Chronique

Nuits

Latitude

Émilie Škrijelj (acc, elec, fx), Armand Lesecq (elec, fx), Stéphane Clor (b, elec, fx), Tom Malmendier (dms, elec, fx)

Label / Distribution : Eux Saem

La nuit est un univers à part. Des ombres, des formes de vie microscopiques, des maraudeurs invisibles, et la terre qui respire ; autant d’ingrédients qui ne peuvent qu’inspirer les improvisateurs. C’est le propos de Latitude, le premier album de Nuits disponible sur Bandcamp. Le quartet qui réunit l’accordéoniste Émilie Škrijelj et le batteur Tom Malmendier a récemment été nommé parmi les finalistes de Jazz Migration et s’accommode à merveille de cet univers. Tout dans cette musique est pesé, le son vous enserre, chaque mouvement d’un instrument est la conséquence ou la cause d’un autre, fût-il des plus imperceptibles. C’est ce qui motive, dans le premier tiers de ce morceau unique qui se vaporise comme une brume, la tentation de se construire autour de la nappe lancinante et agitée de lents soubresauts que propose l’électronique d’Armand Lesecq. Ce dernier, designer sonore renommé, se met au service de ses compagnons en conservant un dispositif de tension permanent et en faisant un lien constant entre l’accordéon et l’archet de Stéphane Clor.

Il y a une dimension physique réelle dans Latitude, renforcée par le jeu sensible du contrebassiste, par ailleurs plasticien. Ce n’est ni la force ni la puissance, quand bien même la contrebasse, faisant de son bois et de ses cordes tous les usages organiques possibles, s’armerait à mesure que le morceau avance d’une impassible puissance, comme un arbre gagne en circonférence. C’est la batterie de Tom Malmendier qui le soutient, visitant ses peaux et ses cymbales avec la précision millimétrée d’un percussionniste familier avec les franges et le relief du silence. On sait le batteur proche de Luis Vicente, on l’a croisé avec Fred Frith ; il y a dans cet univers brut quelque chose qui rappelle Les Marquises, son duo avec Émilie Škrijelj. Cette dernière est vraiment une découverte de chaque instant, depuis qu’on l’a entendue aux côtés de Louis-Michel Marion. Son instrument est transmuté, méconnaissable et lointain parfois, mais toujours omniprésent. C’est une toile de fond cristalline dans le dernier tiers d’un morceau qui enfle et se duplique comme les spores d’une plante étrange et vaguement inquiétante. Une plante nécessairement éphémère, qui ne fleurirait qu’à la Lune pour flétrir à l’aube. On se souvient que la jeune musicienne a adapté avec une compagnie de théâtre le Mikrokosmos de Bartók. Ce goût pour l’infiniment petit se retrouve au cœur de Nuits.

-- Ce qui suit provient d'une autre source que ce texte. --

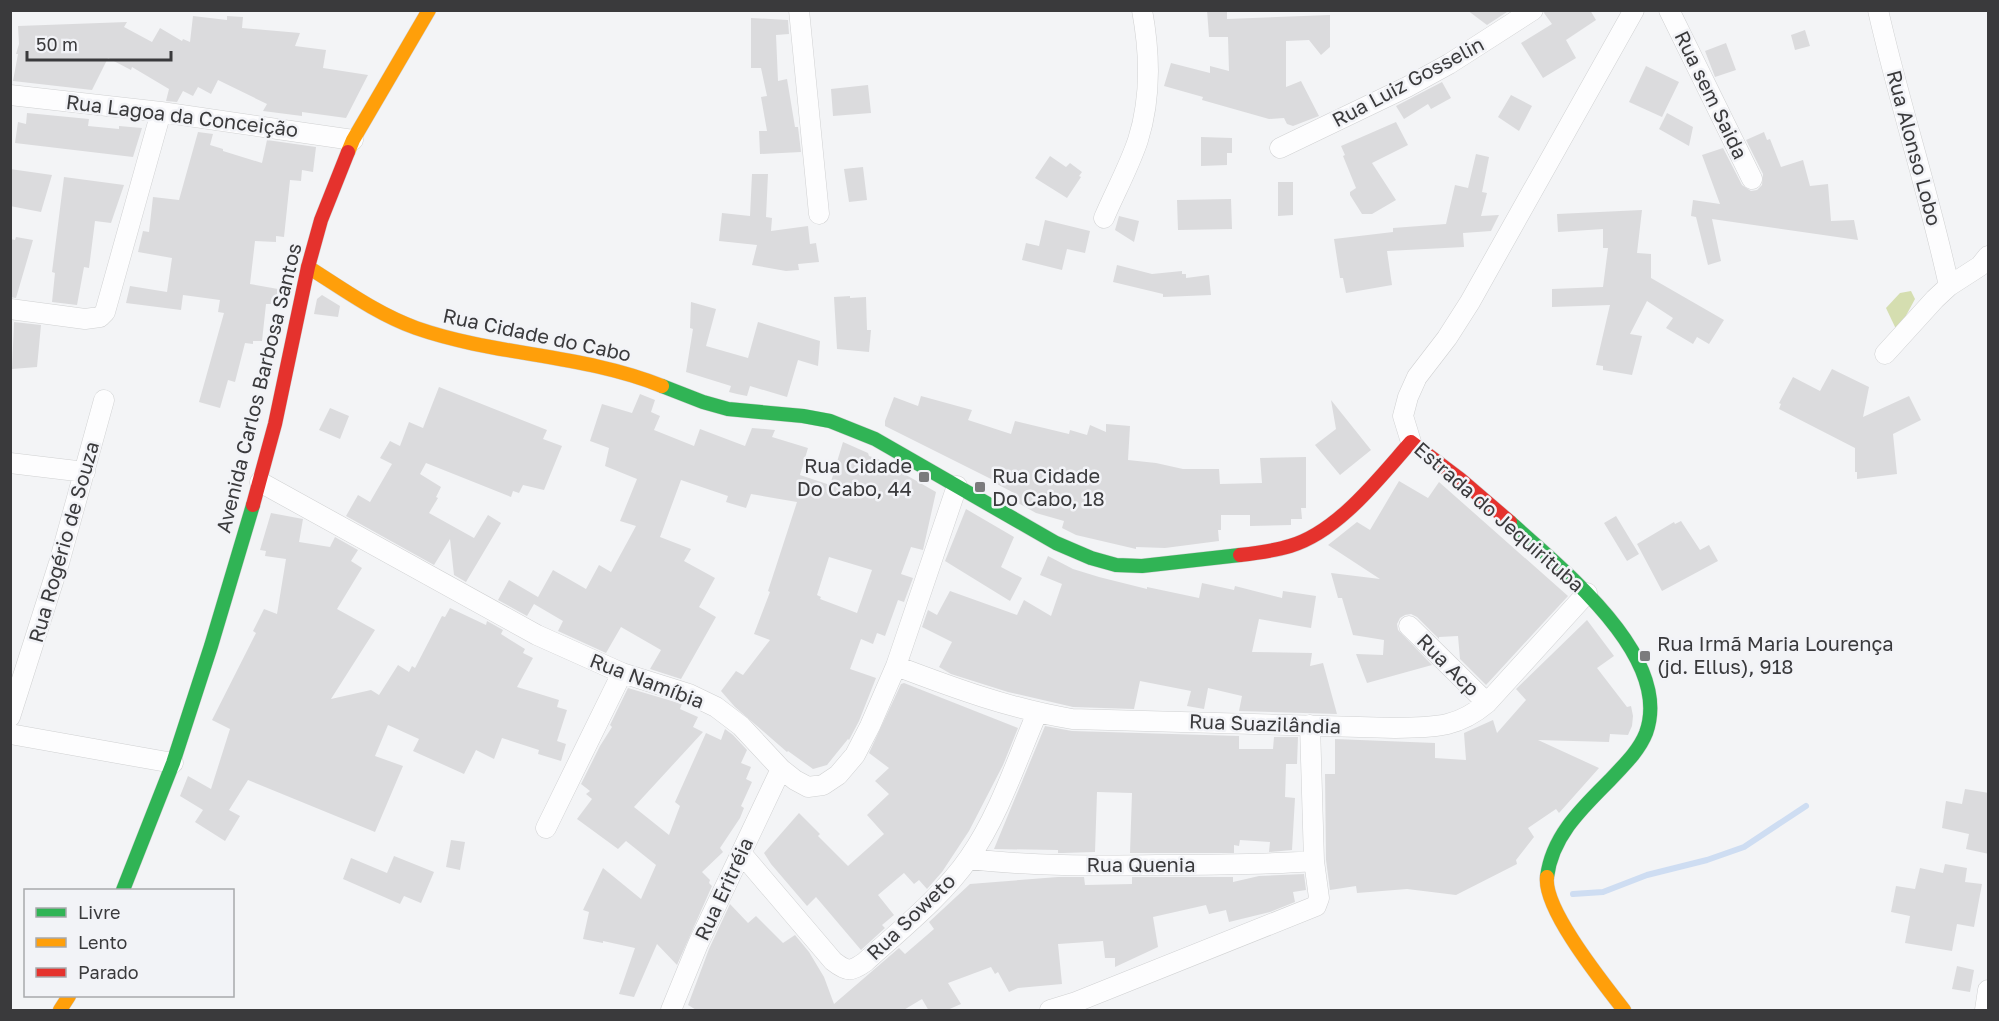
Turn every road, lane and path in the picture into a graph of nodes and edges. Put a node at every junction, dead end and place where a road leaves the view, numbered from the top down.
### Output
1 (429, 10) edge
2 (799, 10) edge
3 (1142, 10) edge
4 (1533, 10) edge
5 (1634, 10) edge
6 (1669, 10) edge
7 (1878, 10) edge
8 (10, 96) edge
9 (161, 112) junction
10 (353, 140) junction
11 (1281, 148) dead end
12 (1752, 179) dead end
13 (819, 214) dead end
14 (1104, 218) dead end
15 (1989, 255) edge
16 (308, 267) junction
17 (1942, 293) junction
18 (10, 309) edge
19 (1885, 354) dead end
20 (104, 400) dead end
21 (1411, 442) junction
22 (10, 463) edge
23 (85, 472) junction
24 (260, 482) junction
25 (957, 486) junction
26 (1587, 593) junction
27 (1409, 626) dead end
28 (896, 666) junction
29 (622, 673) junction
30 (1487, 703) junction
31 (1036, 713) junction
32 (10, 717) edge
33 (1310, 725) junction
34 (10, 734) edge
35 (173, 763) junction
36 (781, 769) junction
37 (546, 828) dead end
38 (741, 853) junction
39 (969, 859) junction
40 (1314, 861) junction
41 (124, 889) edge
42 (1989, 990) edge
43 (68, 997) edge
44 (671, 1010) edge
45 (60, 1011) edge
46 (1050, 1011) edge
47 (1624, 1011) edge
48 (1985, 1011) edge

1 - 10 street, Avenida Carlos Barbosa Santos
2 - 13 street
3 - 14 street
4 - 11 street, Rua Luiz Gosselin
5 - 21 street, Estrada do Jequirituba
6 - 12 street, Rua sem Saida
7 - 17 street, Rua Alonso Lobo
8 - 9 street, Rua Lagoa da Conceição
9 - 10 street, Rua Lagoa da Conceição
9 - 18 street
10 - 16 street, Avenida Carlos Barbosa Santos
15 - 17 street
16 - 24 street, Avenida Carlos Barbosa Santos
16 - 25 street, Rua Cidade do Cabo
17 - 19 street
20 - 23 street, Rua Rogério de Souza
21 - 25 street, Rua Cidade do Cabo
21 - 26 street, Estrada do Jequirituba
22 - 23 street
23 - 32 street, Rua Rogério de Souza
24 - 29 street, Rua Namíbia
24 - 35 street, Avenida Carlos Barbosa Santos
25 - 28 street, Rua Namíbia
26 - 30 street, Rua Suazilândia
26 - 47 street, Estrada do Jequirituba
27 - 30 street, Rua Acp
28 - 31 street, Rua Suazilândia
28 - 36 street, Rua Namíbia
29 - 36 street, Rua Namíbia
29 - 37 street
30 - 33 street, Rua Suazilândia
31 - 33 street, Rua Suazilândia
31 - 39 street, Rua Soweto
33 - 40 street
34 - 35 street
35 - 41 street, Avenida Carlos Barbosa Santos
36 - 38 street, Rua Eritréia
38 - 39 street, Rua Soweto
38 - 44 street, Rua Eritréia
39 - 40 street, Rua Quenia
40 - 46 street
42 - 48 street
43 - 45 street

On songe, dans cette escapade nocturne, à ce que Carlo Costa ou Sean Ali peuvent proposer sur le label Neither Nor. Une improvisation radicale mais sans démonstration de puissance, comme on avait pu l’entendre par exemple sur Natura Morta, quelque chose de très organique, nonobstant toutes les transformations alentour. Il y a dans Latitudes tout à la fois un sentiment impalpable voire insaisissable et une concentration qui met tous les sens aux aguets. L’électronique de Lesecq, mais aussi les samplers de Škrijelj et Clor sont les cartographes de cette atmosphère magique que nous offre le quartet. Une musique radicale et exigeante, comme on les aime.